The deck includes four suits (hearts, diamonds, spades, clubs).
Each suit contains 14 cards: 1, 2, ..., 10, Jack, Knight, Queen, King.
There are also 21 numbered trump cards and one unnumbered Fool trump card.
Four players are dealt 18-card hands and the dog is dealt 6 cards.
Knowing that I have 5 hearts in my hand what is the probability that the other player with the most hearts has 4 hearts?
I tried:
$\dfrac{ \binom{9}{4}\cdot\binom{69}{14}}{\binom{78}{18} }=0.0916$
but I know the correct result is 0.48 (from a Tarot book which includes probability tables).
I think I'm failing to have the proper conditional probability for the 3 other players and the dog. Any help would be much appreciated.
Once you're dealt your hand, which is stipulated to have $5$ hearts and $13$ non-hearts, the remaining $60$-card deck consists of $9$ hearts and $51$ non-hearts. Now, let $P_{a,b,c}$ be the probability that players $A$, $B$, and $C$ are dealt exactly $a$, $b$, and $c$ hearts from that remaining deck, respectively, where $3 \le a+b+c\le 9$: $$ P_{a,b,c}=\frac{\frac{9!}{a! b! c!(9-a-b-c)!}\cdot\frac{51!}{ (18-a)! (18-b)! (18-c)! (a+b+c-3)!}}{\frac{60!}{18! 18! 18! 6!}}. $$ Here we've counted the ways to choose which hearts each player receives (subject to the $abc$-constraint), times the ways to choose which non-hearts each player receives (ditto), divided by the ways to choose the $18$-card hands independent of the $abc$-constraint.

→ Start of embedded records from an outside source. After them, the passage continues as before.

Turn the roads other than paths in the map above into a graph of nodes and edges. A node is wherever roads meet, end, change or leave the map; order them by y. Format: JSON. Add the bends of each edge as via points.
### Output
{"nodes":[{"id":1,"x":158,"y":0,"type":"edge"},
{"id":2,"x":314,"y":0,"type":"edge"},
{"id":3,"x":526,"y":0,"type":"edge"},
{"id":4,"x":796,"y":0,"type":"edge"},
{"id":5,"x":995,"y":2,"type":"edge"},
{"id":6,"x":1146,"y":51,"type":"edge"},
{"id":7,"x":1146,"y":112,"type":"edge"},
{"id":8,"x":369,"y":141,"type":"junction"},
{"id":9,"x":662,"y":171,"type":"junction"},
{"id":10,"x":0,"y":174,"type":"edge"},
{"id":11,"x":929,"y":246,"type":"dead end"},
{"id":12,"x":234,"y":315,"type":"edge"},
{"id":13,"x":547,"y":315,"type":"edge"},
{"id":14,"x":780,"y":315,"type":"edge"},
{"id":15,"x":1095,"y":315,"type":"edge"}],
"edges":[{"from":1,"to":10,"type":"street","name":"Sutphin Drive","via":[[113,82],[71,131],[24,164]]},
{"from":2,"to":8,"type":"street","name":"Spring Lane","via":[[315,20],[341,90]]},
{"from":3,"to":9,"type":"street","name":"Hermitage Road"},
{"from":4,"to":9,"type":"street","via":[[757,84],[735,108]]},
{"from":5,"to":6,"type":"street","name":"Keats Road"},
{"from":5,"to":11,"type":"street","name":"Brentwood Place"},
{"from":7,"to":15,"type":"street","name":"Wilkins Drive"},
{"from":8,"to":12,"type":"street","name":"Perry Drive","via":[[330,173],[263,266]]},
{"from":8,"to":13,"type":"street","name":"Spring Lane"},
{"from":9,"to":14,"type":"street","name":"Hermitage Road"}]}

You want the probability that one of $\{A,B,C\}$ has $4$ hearts, and none of them has more than $4$. That leaves these possibilities for $(a,b,c)$, up to permutations: $(4,0,0)$, $(4,1,0)$, $(4,1,1)$, $(4,2,0)$, $(4,2,1)$, $(4,2,2)$, $(4,3,0)$, $(4,3,1)$, $(4,3,2)$, $(4,4,0)$, $(4,4,1)$. The result is $$ \begin{eqnarray} p_4 &=& 3P_{4,0,0}+6P_{4,1,0} + 3P_{4,1,1}+6P_{4,2,0}+6P_{4,2,1} \\ &&+3P_{4,2,2}+6P_{4,3,0}+6P_{4,3,1}+6P_{4,3,2}+3P_{4,4,0}+3P_{4,4,1} \\ &\approx& 0.4720001, \end{eqnarray} $$ where the coefficients account for the number of distinct permutations of $(a,b,c)$. Similarly, to cover the remaining options: the probability that the player besides you with the most hearts has fewer than $4$ hearts is $p_{<4}\approx 0.2841916$, and the probability that he has more than $4$ hearts is $p_{>4}\approx 0.2438084$. The three options add up to $1$, as they must.